Cargo tonnage at the Port of Prince Rupert dropped 24.5 percent in the first quarter even though container traffic at the Canadian West Coast port doubled over the first three months of last year, the port announced.
The port handled 41,043 TEUs in the first three months of this year, most of them containers going to and from China, up sharply from the 21,040 TEUs the port reported in the same period of 2008. However, Prince Rupert Port Authority President and CEO Don Krusel noted the box terminal opened only in November 2007 so the first quarter last year "was part of the ramping-up period."
And the container traffic also fell sharply from the fourth quarter of 2008, tumbling 48 percent on a quarter-to-quarter basis.
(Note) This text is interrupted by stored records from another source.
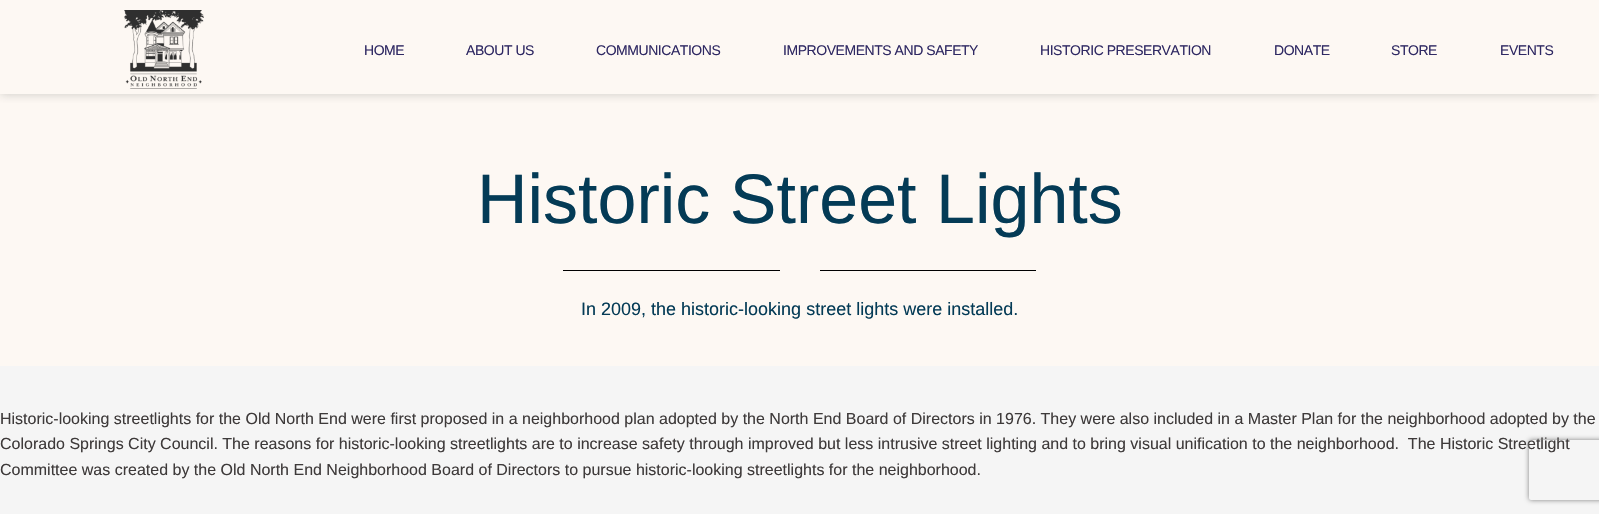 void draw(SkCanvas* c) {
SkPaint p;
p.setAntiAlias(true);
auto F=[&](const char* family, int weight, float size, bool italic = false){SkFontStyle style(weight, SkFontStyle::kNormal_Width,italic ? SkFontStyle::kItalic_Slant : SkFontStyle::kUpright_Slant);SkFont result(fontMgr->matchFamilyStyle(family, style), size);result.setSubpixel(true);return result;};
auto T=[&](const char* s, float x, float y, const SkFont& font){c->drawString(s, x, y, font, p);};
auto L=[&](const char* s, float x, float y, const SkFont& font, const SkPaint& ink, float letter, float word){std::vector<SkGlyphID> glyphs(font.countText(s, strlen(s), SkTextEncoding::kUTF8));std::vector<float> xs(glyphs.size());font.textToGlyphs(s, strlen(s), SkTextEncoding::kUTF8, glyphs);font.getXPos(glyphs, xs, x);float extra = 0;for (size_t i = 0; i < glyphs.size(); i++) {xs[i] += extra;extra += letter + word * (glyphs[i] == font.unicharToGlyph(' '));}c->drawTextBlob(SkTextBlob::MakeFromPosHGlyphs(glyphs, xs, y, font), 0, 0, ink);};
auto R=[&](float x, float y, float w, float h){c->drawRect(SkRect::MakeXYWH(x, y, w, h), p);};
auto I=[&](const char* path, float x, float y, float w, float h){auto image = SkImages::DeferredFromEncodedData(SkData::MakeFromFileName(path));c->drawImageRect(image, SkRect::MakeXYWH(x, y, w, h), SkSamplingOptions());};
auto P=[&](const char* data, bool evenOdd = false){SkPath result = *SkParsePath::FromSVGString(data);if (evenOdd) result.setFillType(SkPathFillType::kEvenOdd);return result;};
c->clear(0xfffdf8f3);
c->save();
c->clipRect(SkRect::MakeXYWH(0,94,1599,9));
p.setColor(0x809a9794);
p.setMaskFilter(SkMaskFilter::MakeBlur(kNormal_SkBlurStyle, 5));
c->drawRect(SkRect::MakeXYWH(0,0,1599,94),p);
p.setMaskFilter(nullptr);
c->restore();
I("1.png",124,10,80,79);
auto f1 = F("Liberation Sans",400,14);
p.setColor(0xff2f2963);
L("HOME",364,55,f1,p,-.45,0);
L("ABOUT US",466,55,f1,p,-.45,0);
L("COMMUNICATIONS",596,55,f1,p,-.45,0);
L("IMPROVEMENTS AND SAFETY",783,55,f1,p,-.45,0);
L("HISTORIC PRESERVATION",1040,55,f1,p,-.45,0);
L("DONATE",1274,55,f1,p,-.45,0);
L("STORE",1391,55,f1,p,-.45,0);
L("EVENTS",1500,55,f1,p,-.45,0);
auto f2 = F("Liberation Sans",400,70);
p.setColor(0xff043b56);
T("Historic Street Lights",477,223,f2);
p.setColor(0xff000000);
R(563,270,217,1);
R(820,270,216,1);
auto f3 = F("Liberation Sans",400,18);
p.setColor(0xff043b56);
T("In 2009, the historic-looking street lights were installed.",581,315,f3);
p.setColor(0xfff5f5f5);
R(0,366,1599,148);
auto f4 = F("Liberation Sans",400,16);
p.setColor(0xff3e3a3a);
T("Historic-looking streetlights for the Old North End were first proposed in a neighborhood plan adopted by the North End Board of Directors in 1976. They were also included in a Master Plan for the neighborhood adopted by the",0,424,f4);
T("Colorado Springs City Council. The reasons for historic-looking streetlights are to increase safety through improved but less intrusive street lighting and to bring visual unification to the neighborhood.  The Historic Streetlight",0,449,f4);
T("Committee was created by the Old North End Neighborhood Board of Directors to pursue historic-looking streetlights for the neighborhood.",0,475,f4);
c->save();
c->clipPath(P("M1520 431h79v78h-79zm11 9h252c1 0 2 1 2 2v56c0 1-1 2-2 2h-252c-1 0-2-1-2-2v-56c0-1 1-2 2-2z",true),true);
p.setColor(0xff808080);
p.setMaskFilter(SkMaskFilter::MakeBlur(kNormal_SkBlurStyle, 2.5));
c->drawRoundRect(SkRect::MakeXYWH(1529,440,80,60),2,2,p);
p.setMaskFilter(nullptr);
c->restore();
}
Nevertheless, Krusel said "we are very pleased with the container terminal’s performance and volumes during the severe global economic downturn." Customers continue to be satisfied with "the speed, reliability and cost effectiveness they are experiencing in moving their cargo through Prince Rupert," he said.
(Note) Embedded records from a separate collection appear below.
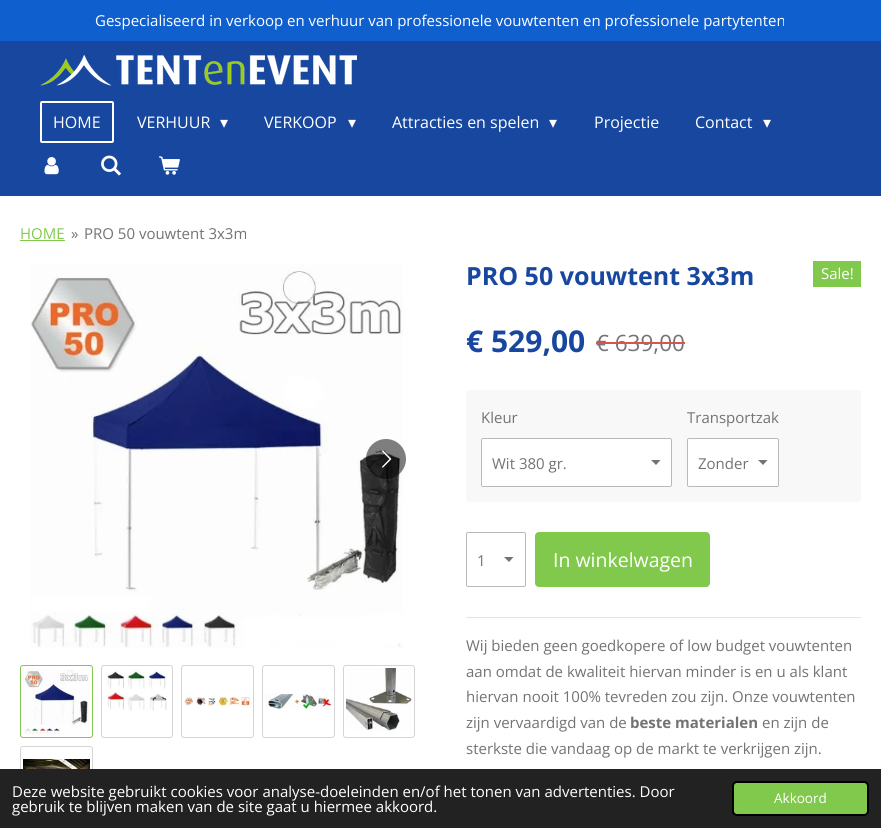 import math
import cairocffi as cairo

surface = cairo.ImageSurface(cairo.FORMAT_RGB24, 881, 828)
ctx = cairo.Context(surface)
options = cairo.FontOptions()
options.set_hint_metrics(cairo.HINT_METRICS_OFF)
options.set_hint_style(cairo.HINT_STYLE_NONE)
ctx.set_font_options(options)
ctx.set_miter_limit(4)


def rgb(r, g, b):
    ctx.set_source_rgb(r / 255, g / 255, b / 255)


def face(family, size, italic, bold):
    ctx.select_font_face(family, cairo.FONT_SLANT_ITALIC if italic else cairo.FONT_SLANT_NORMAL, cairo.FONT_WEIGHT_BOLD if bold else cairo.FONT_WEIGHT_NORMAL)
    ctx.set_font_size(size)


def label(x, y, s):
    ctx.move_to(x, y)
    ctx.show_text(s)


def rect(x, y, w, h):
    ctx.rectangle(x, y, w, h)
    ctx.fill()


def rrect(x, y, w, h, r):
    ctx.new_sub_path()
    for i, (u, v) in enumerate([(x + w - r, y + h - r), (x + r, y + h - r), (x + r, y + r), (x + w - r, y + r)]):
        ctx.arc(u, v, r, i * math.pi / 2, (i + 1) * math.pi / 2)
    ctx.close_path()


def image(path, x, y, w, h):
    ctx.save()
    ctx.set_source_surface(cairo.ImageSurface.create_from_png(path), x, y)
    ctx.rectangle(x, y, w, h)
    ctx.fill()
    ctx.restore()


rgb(255, 255, 255)
ctx.paint()
rgb(23, 71, 158)
rect(0, 41, 881, 155)
rgb(15, 95, 206)
rect(0, 0, 881, 41)
face('Open Sans', 15, 0, 0)
rgb(255, 255, 255)
label(95, 26, 'Gespecialiseerd in verkoop en verhuur van professionele vouwtenten en professionele partytenten')
image('image0.png', 40, 55, 317, 31)
rrect(41, 102, 72, 40, 1)
ctx.stroke()
face('Open Sans', 16, 0, 0)
label(53, 128, 'HOME')
label(137, 128, 'VERHUUR')
face('DejaVu Sans', 16, 0, 0)
label(220, 128, '▾')
face('Open Sans', 16, 0, 0)
label(264, 128, 'VERKOOP')
face('DejaVu Sans', 16, 0, 0)
label(348, 128, '▾')
face('Open Sans', 16, 0, 0)
label(392, 128, 'Attracties en spelen')
face('DejaVu Sans', 16, 0, 0)
label(549, 128, '▾')
face('Open Sans', 16, 0, 0)
label(594, 128, 'Projectie')
label(695, 128, 'Contact')
face('DejaVu Sans', 16, 0, 0)
label(763, 128, '▾')
image('image1.png', 44, 157, 15, 18)
image('image2.png', 101, 155, 20, 21)
image('image3.png', 159, 156, 21, 19)
face('Open Sans', 15, 0, 0)
rgb(129, 201, 76)
label(20, 239, 'HOME')
rect(20, 240, 45, 1)
rgb(115, 115, 115)
label(71, 239, '»')
label(84, 239, 'PRO 50 vouwtent 3x3m')
image('image4.png', 30, 264, 373, 384)
ctx.set_source_rgba(0, 0, 0, 0.5)
ctx.arc(386, 459, 20, 0, 2 * math.pi)
ctx.fill()
image('image5.png', 382, 450, 10, 18)
rrect(20.5, 665.5, 72, 72, 2.5)
rgb(129, 201, 76)
ctx.set_line_width(1)
ctx.stroke()
image('image6.png', 23, 669, 66, 66)
rrect(101.5, 665.5, 71, 72, 2.5)
rgb(213, 213, 213)
ctx.stroke()
image('image7.png', 104, 670, 63, 41)
rrect(181.5, 665.5, 72, 72, 2.5)
ctx.stroke()
image('image8.png', 184, 697, 67, 9)
rrect(262.5, 665.5, 72, 72, 2.5)
ctx.stroke()
image('image9.png', 265, 694, 67, 16)
rrect(343.5, 665.5, 71, 72, 2.5)
ctx.stroke()
image('image10.png', 346, 668, 66, 64)
rrect(20.5, 746.5, 72, 72, 2.5)
ctx.stroke()
image('image11.png', 23, 759, 67, 10)
face('Open Sans', 25, 0, 1)
rgb(23, 71, 158)
label(466, 285, 'PRO 50 vouwtent 3x3m')
rgb(129, 201, 76)
rect(813, 261, 48, 26)
face('Open Sans', 15, 0, 0)
rgb(255, 255, 255)
label(821, 279, 'Sale!')
face('Open Sans', 30, 0, 1)
rgb(23, 71, 158)
label(466, 352, '€ 529,00')
face('Open Sans', 22.5, 0, 0)
rgb(115, 115, 115)
label(596, 351, '€ 639,00')
rgb(217, 83, 79)
rect(596, 342, 89, 2)
rgb(248, 248, 248)
rrect(466, 390, 395, 112, 3)
ctx.fill()
face('Open Sans', 15, 0, 0)
rgb(115, 115, 115)
label(481, 423, 'Kleur')
rgb(255, 255, 255)
rrect(481, 438, 191, 49, 2)
ctx.fill()
rgb(115, 115, 115)
ctx.new_path()
ctx.move_to(656, 465)
ctx.line_to(651, 460)
ctx.line_to(660.5, 460)
ctx.close_path()
ctx.fill()
rrect(481.5, 438.5, 190, 48, 1.5)
rgb(185, 185, 185)
ctx.stroke()
rgb(115, 115, 115)
label(492, 469, 'Wit 380 gr.')
label(687, 423, 'Transportzak')
rgb(255, 255, 255)
rrect(687, 438, 92, 49, 2)
ctx.fill()
rgb(115, 115, 115)
ctx.new_path()
ctx.move_to(763, 465)
ctx.line_to(758, 460)
ctx.line_to(767.5, 460)
ctx.close_path()
ctx.fill()
rrect(687.5, 438.5, 91, 48, 1.5)
rgb(185, 185, 185)
ctx.stroke()
rgb(115, 115, 115)
label(698, 469, 'Zonder')
ctx.new_path()
ctx.move_to(509, 562)
ctx.line_to(504, 557)
ctx.line_to(513.5, 557)
ctx.close_path()
ctx.fill()
rrect(466.5, 532.5, 59, 54, 1.5)
rgb(185, 185, 185)
ctx.stroke()
rgb(115, 115, 115)
label(477, 566, '1')
rgb(129, 201, 76)
rrect(535, 532, 175, 55, 4)
ctx.fill()
face('Open Sans', 19.5, 0, 0)
rgb(255, 255, 255)
label(553, 567, 'In winkelwagen')
rgb(227, 227, 227)
rect(466, 617, 395, 1)
face('Open Sans', 15, 0, 0)
rgb(115, 115, 115)
label(466, 651, 'Wij bieden geen goedkopere of low budget vouwtenten')
label(466, 677, 'aan omdat de kwaliteit hiervan minder is en u als klant')
label(466, 702, 'hiervan nooit 100% tevreden zou zijn. Onze vouwtenten')
label(466, 728, 'zijn vervaardigd van de')
face('Open Sans', 15, 0, 1)
label(630, 728, 'beste materialen')
face('Open Sans', 15, 0, 0)
label(762, 728, 'en zijn de')
label(466, 754, 'sterkste die vandaag op de markt te verkrijgen zijn.')
rgb(34, 34, 34)
rect(0, 769, 881, 59)
rgb(255, 255, 255)
label(12, 797, 'Deze website gebruikt cookies voor analyse-doeleinden en/of het tonen van advertenties. Door')
label(12, 812, 'gebruik te blijven maken van de site gaat u hiermee akkoord.')
rgb(129, 201, 76)
rrect(733, 782, 135, 33, 4)
ctx.fill_preserve()
rgb(0, 0, 0)
ctx.set_line_width(2)
ctx.stroke()
face('Open Sans', 13.5, 0, 0)
rgb(255, 255, 255)
label(774, 803, 'Akkoord')
surface.write_to_png('render.png')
All import containers were fully laden in the first quarter this year, but just 32.5 percent of containers destined for Asia were loaded, the authority said.
Commodity traffic dragged the overall numbers down.
Overall tonnage fell from 3.1 million metric tons in the first quarter last year to 2.4 million this years. The drop was mainly due to a 61 percent fall in coal shipments, to 639,765 metric tons, as major customers in British Columbia scaled back production.
Grain traffic was about even with last year, with wheat up 27 percent, while chemical and log shipments grew.